**GOAL OF THE EXERCISE:**
Scan the data for "place" and copy each matching line.

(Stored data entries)
·····
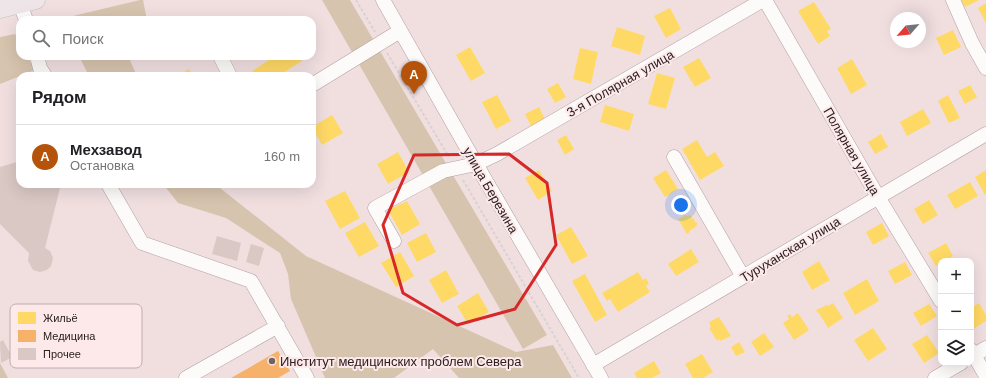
<!DOCTYPE html>
<html lang="ru">
<head>
<meta charset="utf-8">
<style>
	body { margin:0; font-family:Arial,sans-serif; background:#f6f6f6; color:#202124 }
	.controls { position:absolute; right:12px; bottom:12px; display:grid; overflow:hidden; border-radius:8px; box-shadow:0 4px 16px #0002 }
	.controls button { width:36px; height:36px; display:grid; place-items:center; padding:0; border:0; border-bottom:1px solid #e0e0e0; background:#fff; color:#202124; font:20px sans-serif }
	.compass { position:absolute; left:890px; top:12px; width:36px; height:36px; border-radius:50%; background:#fff; box-shadow:0 4px 16px #0002; rotate:242deg }
	.you { position:absolute; left:681px; top:205px; width:14px; height:14px; margin:-10px; border:3px solid #fff; border-radius:50%; background:#1a73e8; box-shadow:0 0 0 6px #1a73e833 }
	.badge { display:grid; place-items:center; width:26px; height:26px; border-radius:50%; background:#b45309; color:#fff; font-size:13px; font-weight:700 }
	.pin { position:absolute; translate:-50% -33px; filter:drop-shadow(0 1px 2px #0008) }
	.pin::after { content:''; position:absolute; top:21px; width:14px; height:12px; background:inherit; clip-path:polygon(0 0,100% 0,50% 100%) }
	.list { margin:0; padding:0; list-style:none }
	h2 { display:flex; justify-content:space-between; align-items:center; height:52px; margin:0; padding:0 16px; font-size:17px }
	h2 small { font-size:13px; font-weight:400; color:#757577 }
	.list li { display:grid; grid-template-columns:26px 1fr auto; gap:12px; align-items:center; box-sizing:border-box; height:64px; padding:0 16px; border-top:1px solid #e0e0e0 }
	.list b { display:block; font-size:15px; white-space:nowrap }
	.list p { margin:0; font-size:13px; white-space:nowrap; color:#757577 }
	.list em { font-size:13px; font-style:normal; color:#757577 }
	.icon { flex:none; width:22px; height:22px; fill:none; stroke:currentColor; stroke-width:2; stroke-linecap:round; stroke-linejoin:round }
	.map { position:relative; flex:none; width:986px; height:378px; overflow:hidden }
	.search { position:absolute; background:#fff; box-shadow:0 4px 16px #0002; left:16px; top:16px; width:300px; height:44px; display:flex; align-items:center; gap:10px; box-sizing:border-box; padding:0 14px; border-radius:12px; color:#757577; font-size:15px }
	.panel { position:absolute; background:#fff; box-shadow:0 4px 16px #0002; left:16px; top:72px; width:300px; height:116px; border-radius:12px }
	.map>svg:first-child { display:block }
</style>
</head>
<body>
<div class="map">
<svg width="986" height="378" viewBox="0 0 986 378">
	<rect width="100%" height="100%" fill="#f1dfe0"/>
	<path fill="#d7c4af" d="M 140,0 L 143,0 L 147,20 L 56,20 Z
		M 322,0 L 350,0 L 547,335 L 523,349 Z
		M 15,34 L 20,42 L 20,56 L 27,56 L 35,70 L 0,84 L 0,37 Z
		M 92,56 L 128,56 L 137,76 L 89,76 L 81,60 Z
		M 163,184 L 215,184 L 306,256 L 516,352 L 553,345 L 572,378 L 459,378 L 433,349 L 394,378 L 325,378 L 291,299 L 288,274 L 280,253 L 226,218 L 178,203 Z
		M 0,363 L 8,378 L 0,378 Z"/>
	<path fill="#ffd966" d="M 961,0 L 979,0 L 965,7 Z
		M 814,2 L 831,29 L 827,31 L 830,36 L 818,44 L 798,11 Z
		M 986,3 L 986,23 L 978,8 Z
		M 670,8 L 681,29 L 666,38 L 654,16 Z
		M 617,27 L 645,36 L 640,55 L 611,46 Z
		M 953,30 L 961,47 L 944,55 L 936,38 Z
		M 470,47 L 485,73 L 471,81 L 456,55 Z
		M 580,48 L 598,52 L 591,84 L 573,79 Z
		M 275,56 L 299,56 L 302,61 L 278,76 L 255,76 L 252,71 Z
		M 699,58 L 711,78 L 695,87 L 683,67 Z
		M 852,59 L 867,85 L 851,94 L 837,68 Z
		M 189,69 L 193,76 L 177,76 Z
		M 657,73 L 675,78 L 666,109 L 648,104 Z
		M 558,83 L 566,97 L 555,103 L 547,89 Z
		M 970,85 L 977,97 L 965,104 L 958,91 Z
		M 497,95 L 511,121 L 496,129 L 482,102 Z
		M 948,95 L 960,118 L 949,123 L 938,101 Z
		M 605,105 L 634,114 L 629,131 L 600,122 Z
		M 539,107 L 545,119 L 531,126 L 525,114 Z
		M 923,109 L 931,123 L 907,136 L 900,122 Z
		M 332,115 L 343,133 L 322,145 L 312,127 Z
		M 881,134 L 888,147 L 875,154 L 868,142 Z
		M 566,135 L 574,149 L 565,155 L 557,140 Z
		M 697,140 L 707,157 L 715,152 L 724,166 L 700,180 L 682,149 Z
		M 398,152 L 409,172 L 388,184 L 377,164 Z
		M 539,170 L 552,191 L 538,200 L 525,178 Z
		M 666,170 L 678,189 L 665,197 L 653,178 Z
		M 986,170 L 986,194 L 985,195 L 975,177 Z
		M 970,182 L 978,196 L 955,209 L 947,195 Z
		M 345,191 L 360,218 L 340,229 L 325,201 Z
		M 929,200 L 938,215 L 923,224 L 914,209 Z
		M 407,201 L 420,224 L 402,235 L 388,210 Z
		M 686,215 L 687,216 L 690,215 L 693,219 L 694,218 L 695,223 L 696,222 L 698,224 L 696,225 L 697,226 L 689,231 L 690,232 L 687,234 L 678,219 Z
		M 365,222 L 379,246 L 359,257 L 345,233 Z
		M 882,223 L 889,236 L 873,245 L 866,232 Z
		M 571,227 L 588,256 L 572,264 L 556,235 Z
		M 426,233 L 436,252 L 417,262 L 407,243 Z
		M 946,243 L 953,256 L 944,261 L 941,261 L 941,263 L 936,266 L 928,253 Z
		M 691,249 L 699,262 L 676,276 L 668,264 Z
		M 400,252 L 414,276 L 396,287 L 381,263 Z
		M 819,261 L 830,280 L 812,290 L 802,272 Z
		M 905,262 L 912,275 L 895,284 L 888,271 Z
		M 446,270 L 459,294 L 442,303 L 429,280 Z
		M 638,272 L 643,280 L 646,278 L 649,284 L 646,286 L 650,292 L 618,312 L 610,299 L 607,301 L 602,293 Z
		M 585,274 L 607,315 L 595,322 L 572,281 Z
		M 867,279 L 879,301 L 855,315 L 843,293 Z
		M 478,293 L 489,312 L 468,324 L 457,306 Z
		M 833,303 L 843,318 L 828,328 L 819,313 L 818,313 L 816,310 L 827,305 L 828,306 Z
		M 979,303 L 986,315 L 986,321 L 973,329 L 971,326 L 971,308 Z
		M 929,304 L 937,316 L 921,326 L 913,313 Z
		M 798,313 L 809,330 L 794,340 L 783,323 L 789,319 L 787,316 L 790,314 L 792,317 Z
		M 719,317 L 731,336 L 720,341 L 719,339 L 717,341 L 709,328 L 711,327 L 709,322 Z
		M 873,328 L 887,349 L 868,361 L 854,340 Z
		M 764,333 L 774,347 L 760,356 L 751,342 Z
		M 927,335 L 939,353 L 924,363 L 912,344 Z
		M 739,342 L 745,352 L 736,356 L 731,347 Z
		M 702,354 L 713,372 L 703,378 L 693,378 L 685,364 Z
		M 654,361 L 661,373 L 652,378 L 637,378 L 634,373 Z"/>
	<path fill="#f6b26b" d="M 278,351 L 290,371 L 278,378 L 231,378 Z"/>
	<path fill="#d9c8c4" d="M 20,161 L 20,184 L 61,184 L 45,248 L 50,251 L 53,258 L 51,266 L 47,270 L 40,272 L 33,270 L 28,261 L 29,253 L 0,224 L 0,167 Z
		M 217,236 L 241,243 L 237,261 L 212,254 Z
		M 251,244 L 264,248 L 259,266 L 246,262 Z
		M 3,340 L 12,357 L 1,363 L 0,342 Z"/>
	<g fill="none" stroke-linecap="round" stroke-linejoin="round">
		<defs>
			<path id="minor" d="M 383,0 L 476,164 L 601,378
				M 765,0 L 878,197 L 941,301
				M 953,0 L 972,43 L 986,68
				M 20,4 L 26,20
				M 37,56 L 40,68 L 45,76
				M 220,56 L 230,76
				M 312,85 L 400,31
				M 674,157 L 743,277
				M 108,184 L 142,243 L 251,281 L 307,378
				M 394,241 L 375,208 L 443,171 L 476,164 L 497,154 L 763,0
				M 971,350 L 986,376
				M 971,357 L 986,348
				M 593,365 L 986,134
				M 186,378 L 278,326
				M 935,378 L 961,363"/>
			<path id="major" d="M 0,9 L 36,0"/>
		</defs>
		<use href="#minor" stroke="#b0a2a3" stroke-width="15"/>
		<use href="#major" stroke="#c8bfbf" stroke-width="19"/>
		<path stroke="#d8d2d2" stroke-width="2" stroke-dasharray="3 2" stroke-linecap="butt" d="M 356,0 L 375,32
			M 387,53 L 449,157
			M 463,180 L 579,378"/>
		<use href="#minor" stroke="#fdfafa" stroke-width="14"/>
		<use href="#major" stroke="#ede5e8" stroke-width="18"/>
	</g>
	<path fill="none" stroke="#d62828" stroke-width="3" stroke-linejoin="round" d="M 509,154 L 547,183 L 556,245 L 515,309 L 457,325 L 403,293 L 383,225 L 414,155 Z"/>
	<circle fill="#706363" stroke="#fde9ea" stroke-width="1.5" cx="272" cy="361" r="4"/>
	<g text-anchor="middle" stroke-width="4" stroke-linejoin="round" paint-order="stroke">
		<g font-size="13" fill="#2b2020" stroke="#fde9ea">
			<text transform="translate(620 83) rotate(-30)" y="5">3-я Полярная улица</text>
			<text transform="translate(852 151) rotate(60)" y="5">Полярная улица</text>
			<text transform="translate(491 190) rotate(60)" y="5">улица Березина</text>
			<text transform="translate(790 249) rotate(-31)" y="5">Туруханская улица</text>
		</g>
		<g font-size="13" fill="#2b2020" stroke="#fde9ea" text-anchor="start">
			<text x="280" y="366">Институт медицинских проблем Севера</text>
		</g>
	</g>
	<rect x="10" y="304" width="132" height="64" rx="6" fill="#fde9ea" stroke="#beadad" stroke-width="1"/>
	<rect x="18" y="312" width="18" height="12" fill="#ffd966"/>
	<rect x="18" y="330" width="18" height="12" fill="#f6b26b"/>
	<rect x="18" y="348" width="18" height="12" fill="#d9c8c4"/>
	<g font-size="11" fill="#2b2020">
		<text x="43" y="322">Жильё</text>
		<text x="43" y="340">Медицина</text>
		<text x="43" y="358">Прочее</text>
	</g>
</svg>
<div class="controls">
<button>+</button>
<button>−</button>
<button><svg class="icon" aria-label="layers" viewBox="0 0 24 24"><path d="M12 4l9 5-9 5-9-5zM3 14l9 5 9-5"/></svg></button>
</div>
<svg class="compass" viewBox="-18 -18 36 36"><path d="M0-13l5 13h-10z" fill="#e53935"/><path d="M0 13l5-13h-10z" fill="#757577"/></svg>
<div class="you"></div>
<div class="pin badge" style="left:414px;top:94px">A</div>
<div class="search"><svg class="icon" aria-label="search" viewBox="0 0 24 24"><circle cx="10" cy="10" r="6"/><path d="M15 15l6 6"/></svg>Поиск</div>
<section class="panel">
<h2>Рядом<small></small></h2>
<ul class="list">
<li><span class="badge">A</span><div><b>Мехзавод</b><p>Остановка</p></div><em>160 m</em></li>
</ul>
</section>
</div>
</body>
</html>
·····
**SOLUTION FOR THIS EXERCISE:**
	.controls button { width:36px; height:36px; display:grid; place-items:center; padding:0; border:0; border-bottom:1px solid #e0e0e0; background:#fff; color:#202124; font:20px sans-serif }
	.badge { display:grid; place-items:center; width:26px; height:26px; border-radius:50%; background:#b45309; color:#fff; font-size:13px; font-weight:700 }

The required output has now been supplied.